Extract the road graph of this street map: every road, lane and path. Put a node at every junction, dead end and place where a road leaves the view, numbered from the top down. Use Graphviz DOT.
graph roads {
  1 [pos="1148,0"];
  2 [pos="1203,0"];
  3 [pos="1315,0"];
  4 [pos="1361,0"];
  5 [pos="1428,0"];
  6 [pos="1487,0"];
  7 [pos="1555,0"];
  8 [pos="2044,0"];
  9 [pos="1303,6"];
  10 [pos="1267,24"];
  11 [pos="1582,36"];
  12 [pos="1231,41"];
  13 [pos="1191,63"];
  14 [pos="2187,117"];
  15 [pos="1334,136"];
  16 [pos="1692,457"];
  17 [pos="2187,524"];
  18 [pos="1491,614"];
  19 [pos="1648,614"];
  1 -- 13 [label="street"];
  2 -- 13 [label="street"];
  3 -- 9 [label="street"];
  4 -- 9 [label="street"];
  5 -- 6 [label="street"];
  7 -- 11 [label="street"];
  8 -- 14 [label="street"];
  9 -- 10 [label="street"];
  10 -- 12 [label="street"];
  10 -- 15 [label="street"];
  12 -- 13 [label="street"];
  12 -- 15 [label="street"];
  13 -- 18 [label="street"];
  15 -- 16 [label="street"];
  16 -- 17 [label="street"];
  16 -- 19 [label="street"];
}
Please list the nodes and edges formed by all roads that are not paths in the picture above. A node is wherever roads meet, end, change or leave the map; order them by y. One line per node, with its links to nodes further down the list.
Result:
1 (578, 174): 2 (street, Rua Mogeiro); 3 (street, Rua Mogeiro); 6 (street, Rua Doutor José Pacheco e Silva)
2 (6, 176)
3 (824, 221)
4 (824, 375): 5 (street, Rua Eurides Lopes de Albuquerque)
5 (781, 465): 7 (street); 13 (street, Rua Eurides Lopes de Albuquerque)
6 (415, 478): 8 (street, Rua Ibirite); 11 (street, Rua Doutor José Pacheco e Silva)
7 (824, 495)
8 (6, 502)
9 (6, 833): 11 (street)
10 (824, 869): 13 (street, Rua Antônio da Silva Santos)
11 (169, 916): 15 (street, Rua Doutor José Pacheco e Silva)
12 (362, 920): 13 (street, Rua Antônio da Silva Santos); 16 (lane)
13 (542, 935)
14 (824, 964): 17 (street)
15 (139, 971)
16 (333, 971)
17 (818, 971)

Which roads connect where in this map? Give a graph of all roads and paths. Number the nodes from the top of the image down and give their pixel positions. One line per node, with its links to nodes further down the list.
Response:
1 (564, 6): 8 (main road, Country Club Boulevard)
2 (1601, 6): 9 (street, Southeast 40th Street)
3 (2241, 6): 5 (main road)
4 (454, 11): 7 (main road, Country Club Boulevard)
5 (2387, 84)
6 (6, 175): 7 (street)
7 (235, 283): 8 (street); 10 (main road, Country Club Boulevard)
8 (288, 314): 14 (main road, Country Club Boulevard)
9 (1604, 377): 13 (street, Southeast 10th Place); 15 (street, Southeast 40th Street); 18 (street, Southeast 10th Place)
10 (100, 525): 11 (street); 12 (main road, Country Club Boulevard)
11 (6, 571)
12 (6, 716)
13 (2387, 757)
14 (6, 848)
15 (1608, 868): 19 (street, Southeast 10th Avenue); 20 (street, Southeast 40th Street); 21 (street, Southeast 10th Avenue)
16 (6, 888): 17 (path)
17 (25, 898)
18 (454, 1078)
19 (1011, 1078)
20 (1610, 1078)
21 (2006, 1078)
______
# [Exercise description]
Please return, exactly as written, the line containing "Which roads connect" and every line after it through the end of the records above, and nothing else.

# [Result below]
Which roads connect where in this map? Give a graph of all roads and paths. Number the nodes from the top of the image down and give their pixel positions. One line per node, with its links to nodes further down the list.
Response:
1 (564, 6): 8 (main road, Country Club Boulevard)
2 (1601, 6): 9 (street, Southeast 40th Street)
3 (2241, 6): 5 (main road)
4 (454, 11): 7 (main road, Country Club Boulevard)
5 (2387, 84)
6 (6, 175): 7 (street)
7 (235, 283): 8 (street); 10 (main road, Country Club Boulevard)
8 (288, 314): 14 (main road, Country Club Boulevard)
9 (1604, 377): 13 (street, Southeast 10th Place); 15 (street, Southeast 40th Street); 18 (street, Southeast 10th Place)
10 (100, 525): 11 (street); 12 (main road, Country Club Boulevard)
11 (6, 571)
12 (6, 716)
13 (2387, 757)
14 (6, 848)
15 (1608, 868): 19 (street, Southeast 10th Avenue); 20 (street, Southeast 40th Street); 21 (street, Southeast 10th Avenue)
16 (6, 888): 17 (path)
17 (25, 898)
18 (454, 1078)
19 (1011, 1078)
20 (1610, 1078)
21 (2006, 1078)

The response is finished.